This reminds me of the story of Devon Ramsay, the UNC football player featured in last year's "Schooled: The Price of College Sports" documentary.
First, if you haven't seen the documentary, I recommend it to everyone. It's very interesting and has started to change my opinion on the whole college model, paying players, etc. Very enlightening and thought provoking. It's available on Netflix.
Ramsay wasn't your typical UNC student-athlete that's been portrayed in the media. He actually cared about his education. Long story short, he sent his paper to a tutor to proofread before submitting, as he often did. Not because he needed them to write it, but because he was vigilant about his work and wanted another set of eyes. The tutor edited some stuff and sent it back to him. He submitted it. A while later (it was like a year or two), his email exchange gets flagged and sent to the NCAA as part of some wider investigation (IIRC). The NCAA comes down on him and he's suspended. He's later reinstated as he was one of the few that was unfairly punished.
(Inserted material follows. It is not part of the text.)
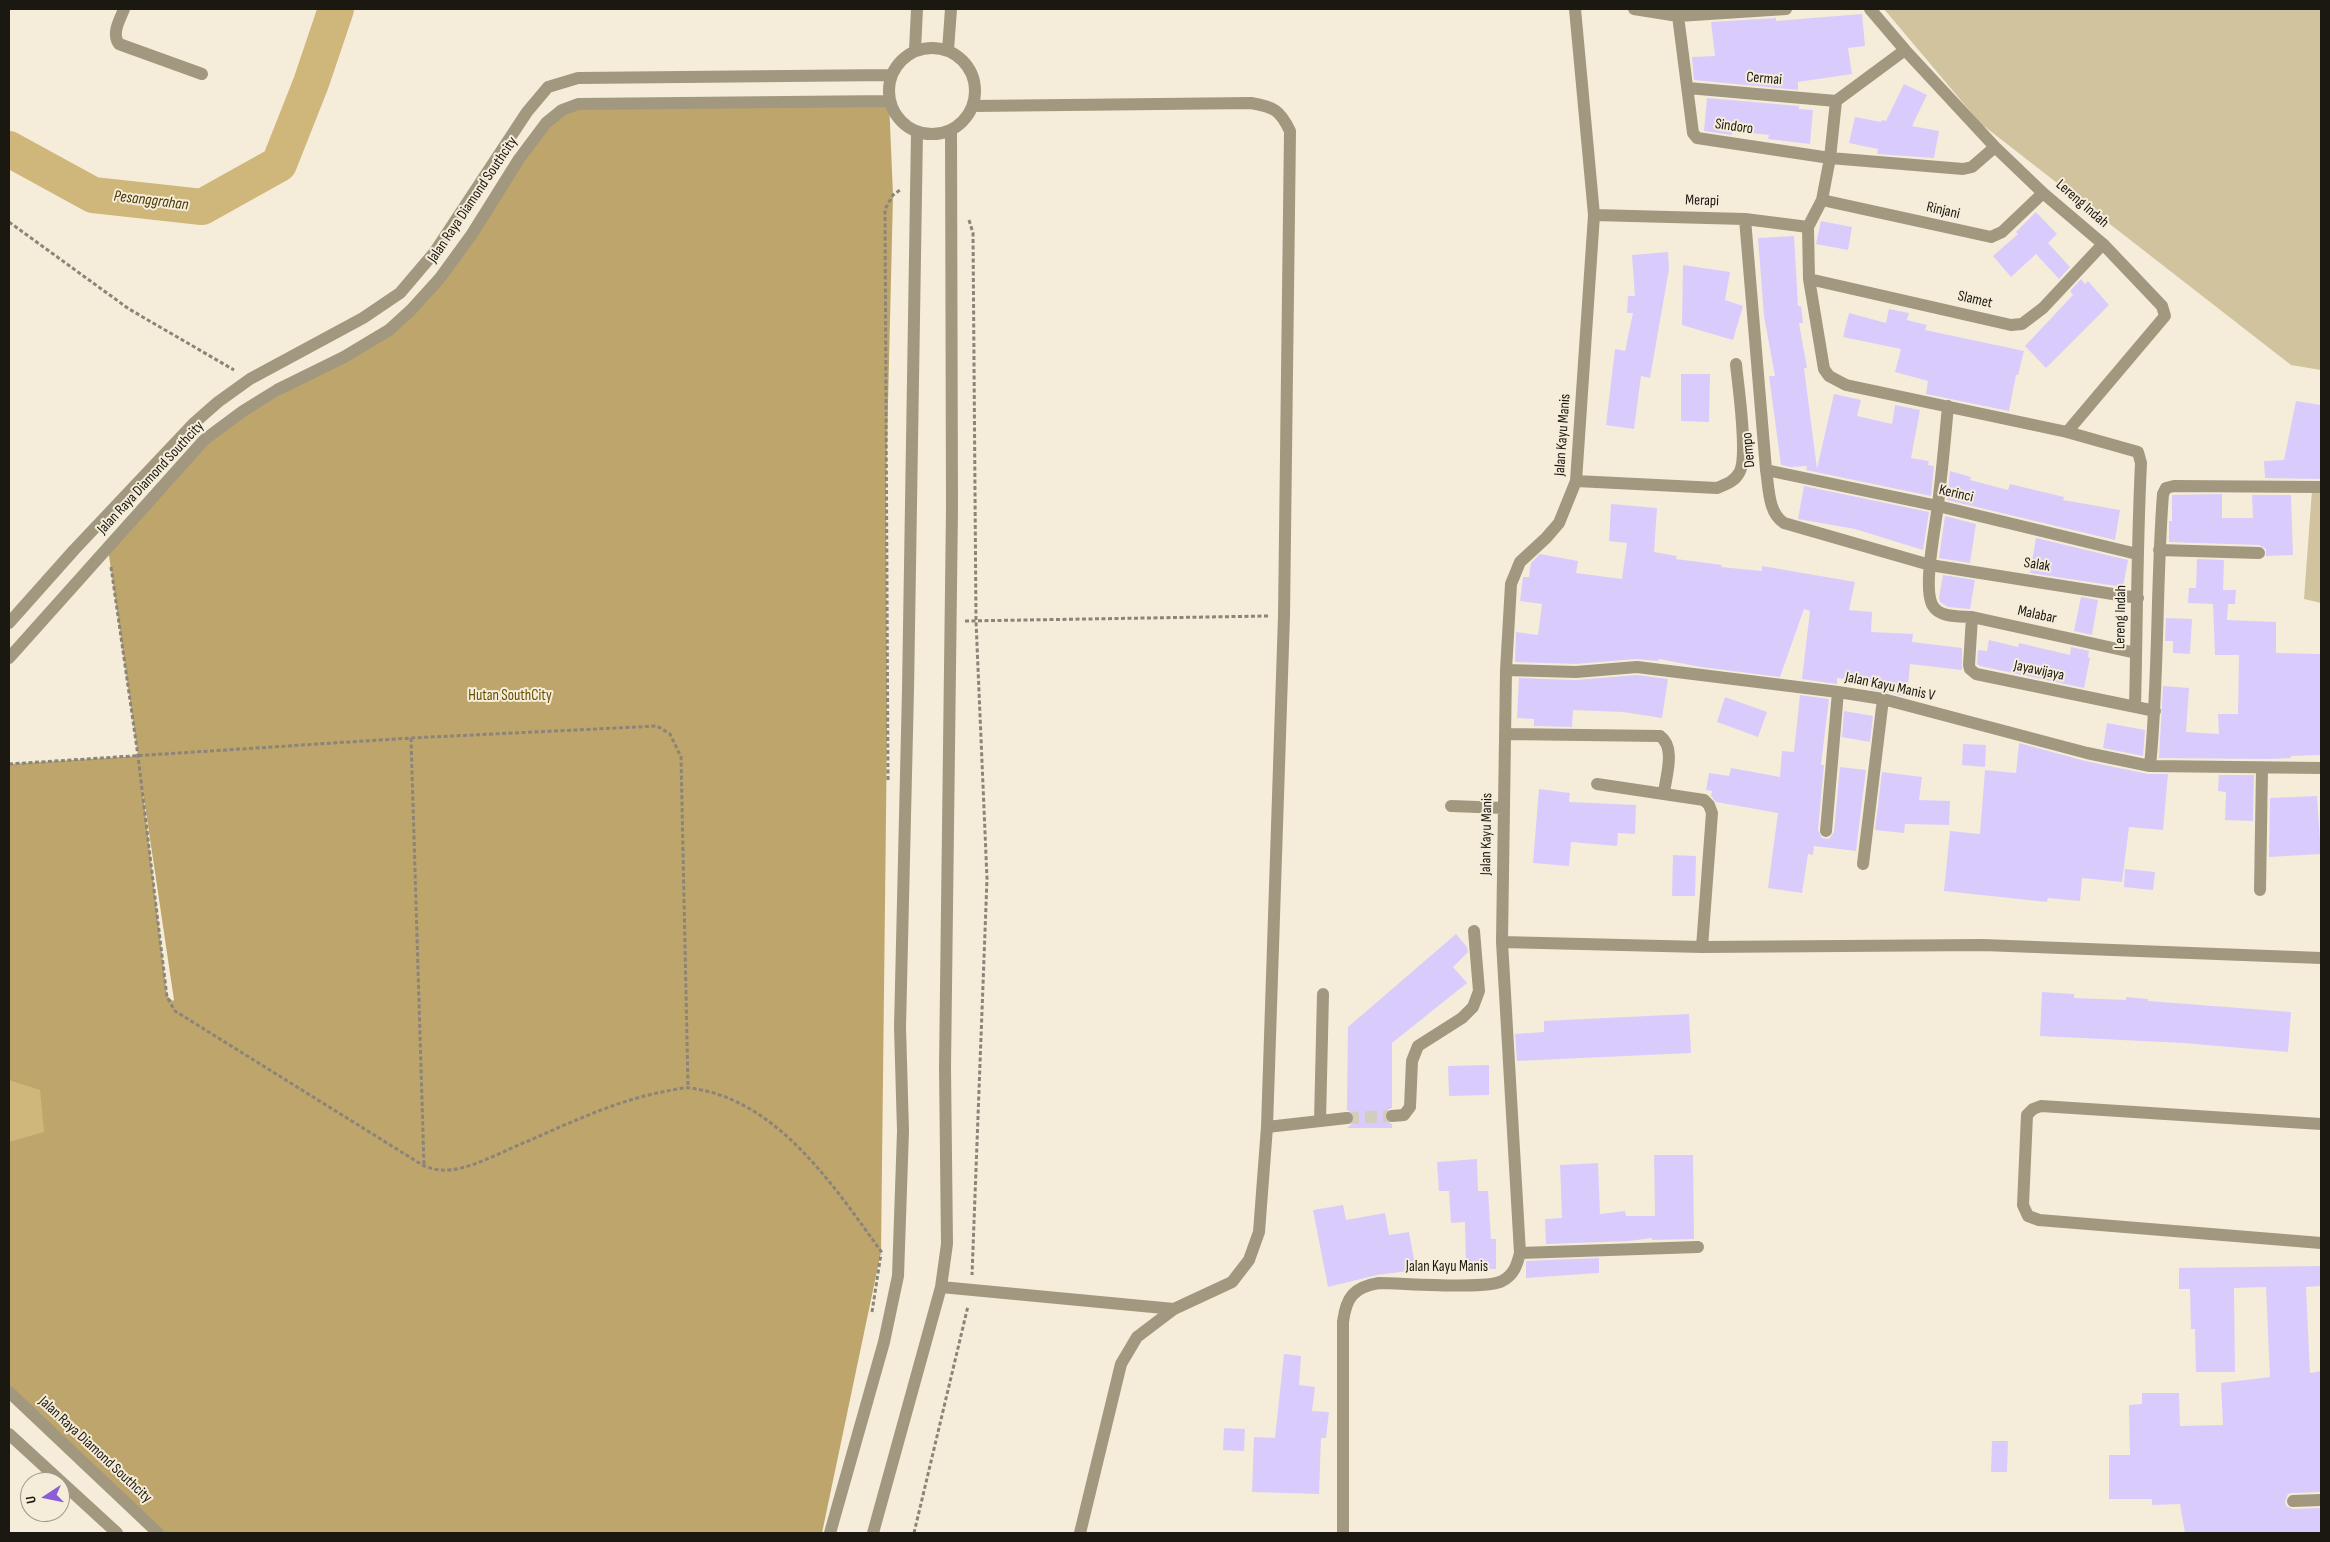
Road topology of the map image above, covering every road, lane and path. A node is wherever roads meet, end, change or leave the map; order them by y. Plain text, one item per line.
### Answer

After reading Fowler's article above, there's some renewed hope that the situation with our players is similar and they truly didn't believe what they, or the tutor(s), were doing was wrong. The difference is ND is conducting the investigation and not the NCAA. IIRC, UNC's investigation didn't uncover any wrongdoing (shocker!) in Ramsay's case, and/or other cases, but the NCAA dropped the hammer anyway because clearly some f'ed up shit was going on.
Best case scenario, it's similar to Ramsay's circumstances and the players are found of minimal or no wrongdoing resulting in immediate reinstatement or a "slap on the wrist" (i.e. 1-4 game suspension). I don't think this is the likely story/outcome for ALL four of the players, but I'm holding out hope it's the case for some of them.